Running is good for your soul.
Posted by Kathleen
I think it goes without saying that being overweight brings with it a lot of mental extra baggage alongside the physical : lack of self-confidence and the fear of trying something new being two of the biggest – at least for me anyway. On beautiful days I used to find myself green with envy at the people running alongside the beach, down by the Charles River, even through the busy crowds of downtown Boston. They seemed so motivated and so dedicated – alone in their own little world with their headphones and their running shoes and their cool runner gear. Oh yeah, absolute and total envy.

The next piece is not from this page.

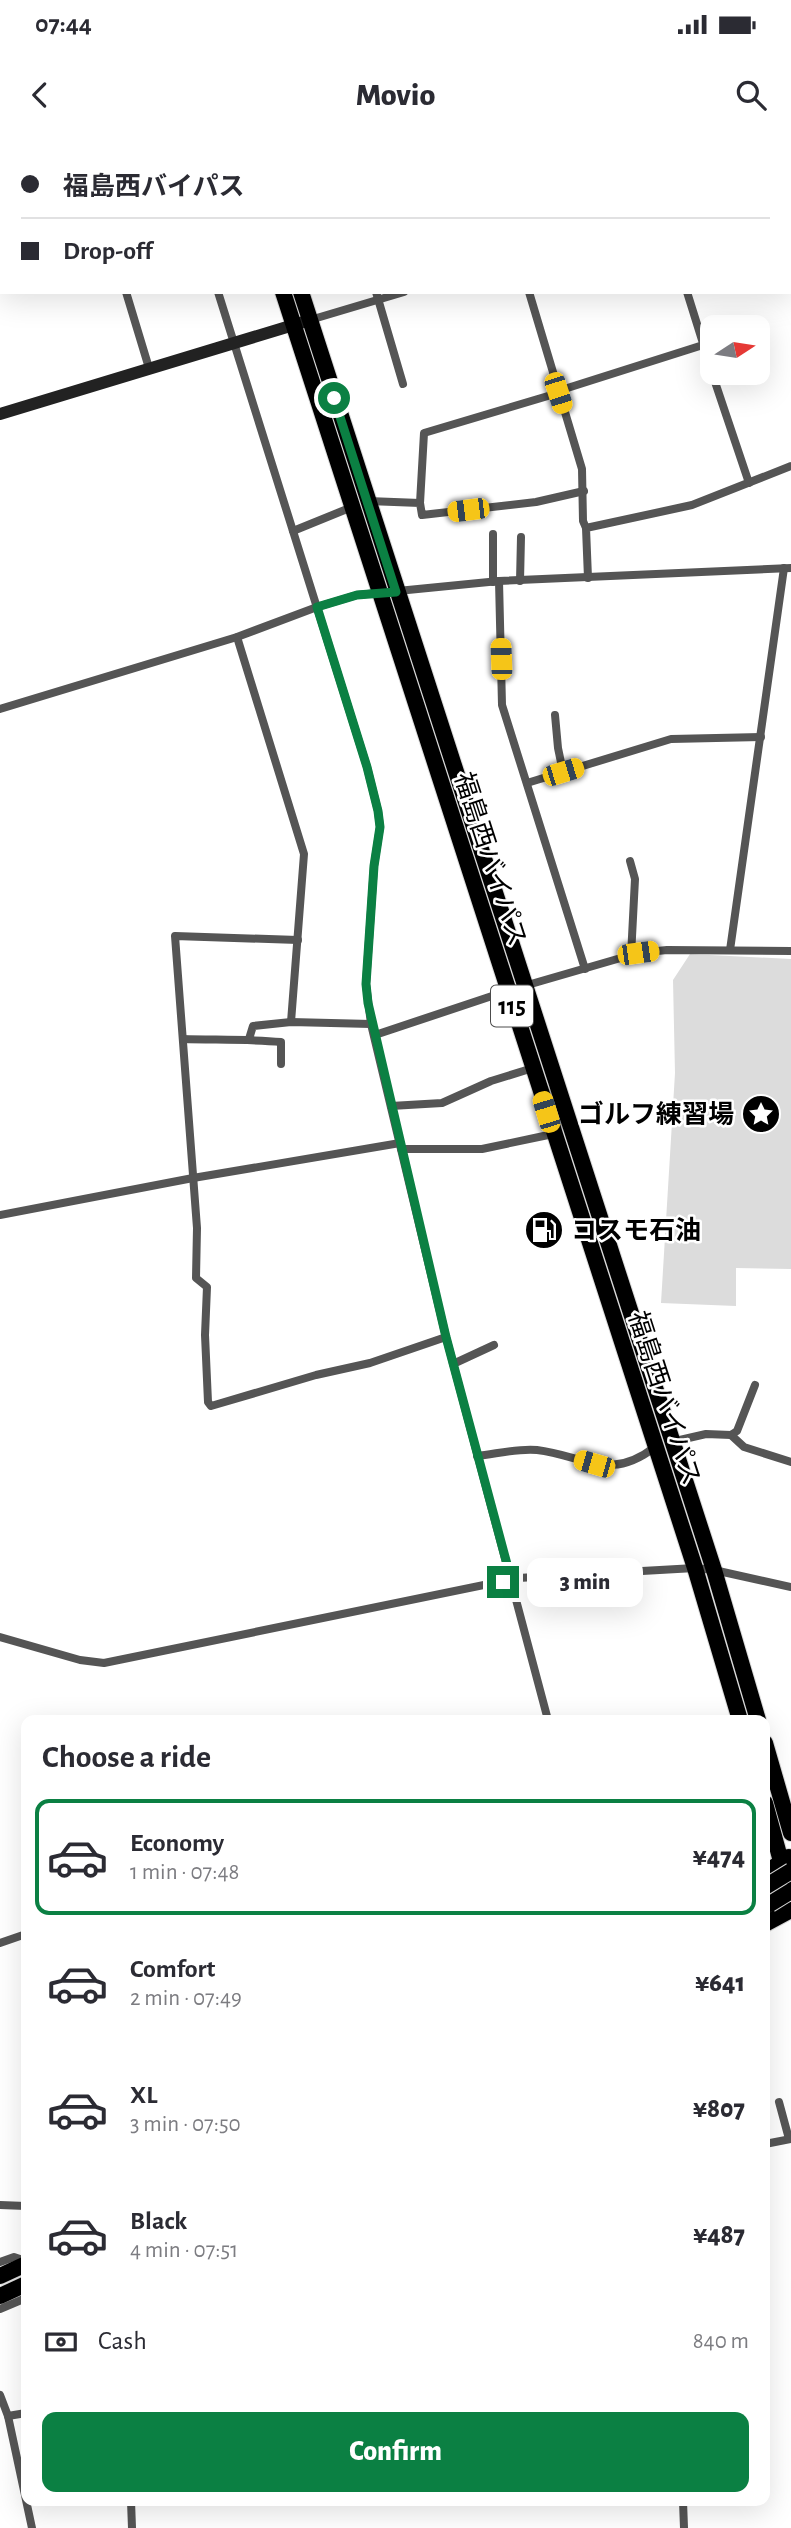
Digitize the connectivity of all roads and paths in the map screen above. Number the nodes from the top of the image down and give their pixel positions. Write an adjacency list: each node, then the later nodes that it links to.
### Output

As I spent a good part of my summer huffing and puffing up and down the sidewalk it seemed like running would never come to me. I’d be in the middle of my Couch to 5K app, swearing at the voice that was taking too long telling me it was time to walk and thinking “Why did I want to do this again?” It didn’t come after my first 5K, or even my second. But the day that it did… was glorious. A light shined from above (probably just a street light) and suddenly I understood. While not every run is a glorious, life changing event- there have been enough “good runs” to make me incredibly grateful for what I’ve found. Running gives me a place to clear my head when I’m upset, an outlet to focus my frustration when I’m angry, and a confidence I never knew I had. Consider me hooked.

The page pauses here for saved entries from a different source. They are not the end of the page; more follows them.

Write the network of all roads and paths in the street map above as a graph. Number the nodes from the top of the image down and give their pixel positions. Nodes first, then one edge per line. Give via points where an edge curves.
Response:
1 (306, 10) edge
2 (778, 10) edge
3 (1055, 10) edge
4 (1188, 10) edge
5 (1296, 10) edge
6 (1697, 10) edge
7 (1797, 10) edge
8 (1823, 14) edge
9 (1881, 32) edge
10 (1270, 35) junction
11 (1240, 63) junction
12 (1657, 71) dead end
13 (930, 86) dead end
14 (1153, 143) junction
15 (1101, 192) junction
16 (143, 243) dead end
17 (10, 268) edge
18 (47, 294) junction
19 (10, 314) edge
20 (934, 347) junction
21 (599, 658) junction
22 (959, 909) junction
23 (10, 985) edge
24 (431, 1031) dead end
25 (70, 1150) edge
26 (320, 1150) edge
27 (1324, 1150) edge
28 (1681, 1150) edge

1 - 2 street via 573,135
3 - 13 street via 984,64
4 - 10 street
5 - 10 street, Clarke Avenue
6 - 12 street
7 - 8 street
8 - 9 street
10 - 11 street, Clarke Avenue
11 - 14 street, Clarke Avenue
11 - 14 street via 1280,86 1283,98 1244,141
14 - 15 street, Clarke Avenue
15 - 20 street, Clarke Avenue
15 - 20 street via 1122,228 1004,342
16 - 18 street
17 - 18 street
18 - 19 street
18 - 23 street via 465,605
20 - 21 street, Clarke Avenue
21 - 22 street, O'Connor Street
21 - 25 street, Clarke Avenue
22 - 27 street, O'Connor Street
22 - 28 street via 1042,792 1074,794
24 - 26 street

Becoming a runner has done wonders for me. And I felt like I needed to pay forward. Some “running karma” if you will. Enter Back On My Feet, a nation wide non-profit that uses running as a way to help people who have experienced homelessness gain confidence and eventually self sufficiency. With a little research I found out that not only is there a Boston Chapter, but that one of the groups meets not far from where I live. After scrolling through their website I signed myself up for an orientation as fast as my little fingers could type.
I now join the BOMF group one morning a week for their run. I won’t lie, it’s often tempting to roll over and sleep for an extra hour when my alarm goes off at 4:50am. But I think about how much running has changed my life. And while a weight struggle is in no way comparable to the experience of being homeless – running can help instill a lot of the same values in both kinds of situations: confidence, perseverance, strength, and hard work.
So I roll out of bed, lace up my sneakers, and head out in the dark. It’s great being a part of a group of runners who range from marathoners to newbies – it’s a truly diverse group of people brought together through this one common bond. While I wasn’t able to join the residents who ran their first road race this past month, I’m beyond excited to run beside them in the B.A.A. 5K in April.